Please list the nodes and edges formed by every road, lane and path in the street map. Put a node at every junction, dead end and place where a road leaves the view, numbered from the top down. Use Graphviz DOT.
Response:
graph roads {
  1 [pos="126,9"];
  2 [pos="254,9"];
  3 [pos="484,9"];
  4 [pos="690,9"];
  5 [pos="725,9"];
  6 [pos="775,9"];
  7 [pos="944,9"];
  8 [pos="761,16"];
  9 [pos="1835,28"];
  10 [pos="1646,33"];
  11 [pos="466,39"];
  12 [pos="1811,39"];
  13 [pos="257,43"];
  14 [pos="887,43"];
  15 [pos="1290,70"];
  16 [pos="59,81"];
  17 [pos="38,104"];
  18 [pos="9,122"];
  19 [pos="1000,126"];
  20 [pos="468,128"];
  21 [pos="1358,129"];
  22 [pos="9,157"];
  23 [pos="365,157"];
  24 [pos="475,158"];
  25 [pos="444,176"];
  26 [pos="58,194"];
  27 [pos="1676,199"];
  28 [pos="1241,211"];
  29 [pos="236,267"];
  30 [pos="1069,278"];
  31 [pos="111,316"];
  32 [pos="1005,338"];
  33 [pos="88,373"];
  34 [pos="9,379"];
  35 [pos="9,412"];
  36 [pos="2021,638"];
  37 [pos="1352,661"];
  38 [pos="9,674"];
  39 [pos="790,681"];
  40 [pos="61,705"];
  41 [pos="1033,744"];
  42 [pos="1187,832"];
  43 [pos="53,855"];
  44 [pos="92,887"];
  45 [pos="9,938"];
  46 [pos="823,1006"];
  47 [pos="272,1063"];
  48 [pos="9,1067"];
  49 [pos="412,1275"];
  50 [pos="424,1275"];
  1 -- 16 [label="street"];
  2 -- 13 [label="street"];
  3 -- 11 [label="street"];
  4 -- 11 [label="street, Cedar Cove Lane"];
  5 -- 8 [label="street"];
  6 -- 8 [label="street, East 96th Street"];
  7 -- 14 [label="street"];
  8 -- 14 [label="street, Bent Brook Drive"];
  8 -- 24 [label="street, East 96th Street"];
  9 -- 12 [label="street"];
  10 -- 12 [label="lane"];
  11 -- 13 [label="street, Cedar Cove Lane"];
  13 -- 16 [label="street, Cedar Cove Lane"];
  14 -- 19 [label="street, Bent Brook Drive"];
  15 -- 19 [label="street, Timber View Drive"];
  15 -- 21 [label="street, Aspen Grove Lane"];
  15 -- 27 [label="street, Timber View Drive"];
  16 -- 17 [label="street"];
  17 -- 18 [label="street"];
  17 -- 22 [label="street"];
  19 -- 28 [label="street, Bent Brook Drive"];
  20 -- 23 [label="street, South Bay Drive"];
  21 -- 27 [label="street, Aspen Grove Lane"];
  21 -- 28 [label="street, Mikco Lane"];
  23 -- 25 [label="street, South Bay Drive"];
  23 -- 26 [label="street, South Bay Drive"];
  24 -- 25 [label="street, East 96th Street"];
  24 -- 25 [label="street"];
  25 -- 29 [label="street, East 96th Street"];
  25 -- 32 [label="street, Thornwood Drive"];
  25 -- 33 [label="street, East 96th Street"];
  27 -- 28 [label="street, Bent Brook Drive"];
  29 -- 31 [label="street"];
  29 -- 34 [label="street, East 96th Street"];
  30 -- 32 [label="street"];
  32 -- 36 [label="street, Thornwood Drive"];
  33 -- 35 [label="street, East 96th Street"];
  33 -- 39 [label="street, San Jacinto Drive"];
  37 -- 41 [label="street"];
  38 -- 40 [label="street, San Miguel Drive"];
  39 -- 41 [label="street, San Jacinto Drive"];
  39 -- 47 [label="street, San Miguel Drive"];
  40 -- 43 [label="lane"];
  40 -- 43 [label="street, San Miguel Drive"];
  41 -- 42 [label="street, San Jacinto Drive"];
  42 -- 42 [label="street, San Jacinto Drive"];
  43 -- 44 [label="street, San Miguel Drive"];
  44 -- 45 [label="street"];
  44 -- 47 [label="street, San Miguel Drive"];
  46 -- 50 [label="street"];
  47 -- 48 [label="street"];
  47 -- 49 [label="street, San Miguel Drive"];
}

Work item
Every entry, from the first line to the last, should be retyped exactly.

Task response
Please list the nodes and edges formed by every road, lane and path in the street map. Put a node at every junction, dead end and place where a road leaves the view, numbered from the top down. Use Graphviz DOT.
Response:
graph roads {
  1 [pos="126,9"];
  2 [pos="254,9"];
  3 [pos="484,9"];
  4 [pos="690,9"];
  5 [pos="725,9"];
  6 [pos="775,9"];
  7 [pos="944,9"];
  8 [pos="761,16"];
  9 [pos="1835,28"];
  10 [pos="1646,33"];
  11 [pos="466,39"];
  12 [pos="1811,39"];
  13 [pos="257,43"];
  14 [pos="887,43"];
  15 [pos="1290,70"];
  16 [pos="59,81"];
  17 [pos="38,104"];
  18 [pos="9,122"];
  19 [pos="1000,126"];
  20 [pos="468,128"];
  21 [pos="1358,129"];
  22 [pos="9,157"];
  23 [pos="365,157"];
  24 [pos="475,158"];
  25 [pos="444,176"];
  26 [pos="58,194"];
  27 [pos="1676,199"];
  28 [pos="1241,211"];
  29 [pos="236,267"];
  30 [pos="1069,278"];
  31 [pos="111,316"];
  32 [pos="1005,338"];
  33 [pos="88,373"];
  34 [pos="9,379"];
  35 [pos="9,412"];
  36 [pos="2021,638"];
  37 [pos="1352,661"];
  38 [pos="9,674"];
  39 [pos="790,681"];
  40 [pos="61,705"];
  41 [pos="1033,744"];
  42 [pos="1187,832"];
  43 [pos="53,855"];
  44 [pos="92,887"];
  45 [pos="9,938"];
  46 [pos="823,1006"];
  47 [pos="272,1063"];
  48 [pos="9,1067"];
  49 [pos="412,1275"];
  50 [pos="424,1275"];
  1 -- 16 [label="street"];
  2 -- 13 [label="street"];
  3 -- 11 [label="street"];
  4 -- 11 [label="street, Cedar Cove Lane"];
  5 -- 8 [label="street"];
  6 -- 8 [label="street, East 96th Street"];
  7 -- 14 [label="street"];
  8 -- 14 [label="street, Bent Brook Drive"];
  8 -- 24 [label="street, East 96th Street"];
  9 -- 12 [label="street"];
  10 -- 12 [label="lane"];
  11 -- 13 [label="street, Cedar Cove Lane"];
  13 -- 16 [label="street, Cedar Cove Lane"];
  14 -- 19 [label="street, Bent Brook Drive"];
  15 -- 19 [label="street, Timber View Drive"];
  15 -- 21 [label="street, Aspen Grove Lane"];
  15 -- 27 [label="street, Timber View Drive"];
  16 -- 17 [label="street"];
  17 -- 18 [label="street"];
  17 -- 22 [label="street"];
  19 -- 28 [label="street, Bent Brook Drive"];
  20 -- 23 [label="street, South Bay Drive"];
  21 -- 27 [label="street, Aspen Grove Lane"];
  21 -- 28 [label="street, Mikco Lane"];
  23 -- 25 [label="street, South Bay Drive"];
  23 -- 26 [label="street, South Bay Drive"];
  24 -- 25 [label="street, East 96th Street"];
  24 -- 25 [label="street"];
  25 -- 29 [label="street, East 96th Street"];
  25 -- 32 [label="street, Thornwood Drive"];
  25 -- 33 [label="street, East 96th Street"];
  27 -- 28 [label="street, Bent Brook Drive"];
  29 -- 31 [label="street"];
  29 -- 34 [label="street, East 96th Street"];
  30 -- 32 [label="street"];
  32 -- 36 [label="street, Thornwood Drive"];
  33 -- 35 [label="street, East 96th Street"];
  33 -- 39 [label="street, San Jacinto Drive"];
  37 -- 41 [label="street"];
  38 -- 40 [label="street, San Miguel Drive"];
  39 -- 41 [label="street, San Jacinto Drive"];
  39 -- 47 [label="street, San Miguel Drive"];
  40 -- 43 [label="lane"];
  40 -- 43 [label="street, San Miguel Drive"];
  41 -- 42 [label="street, San Jacinto Drive"];
  42 -- 42 [label="street, San Jacinto Drive"];
  43 -- 44 [label="street, San Miguel Drive"];
  44 -- 45 [label="street"];
  44 -- 47 [label="street, San Miguel Drive"];
  46 -- 50 [label="street"];
  47 -- 48 [label="street"];
  47 -- 49 [label="street, San Miguel Drive"];
}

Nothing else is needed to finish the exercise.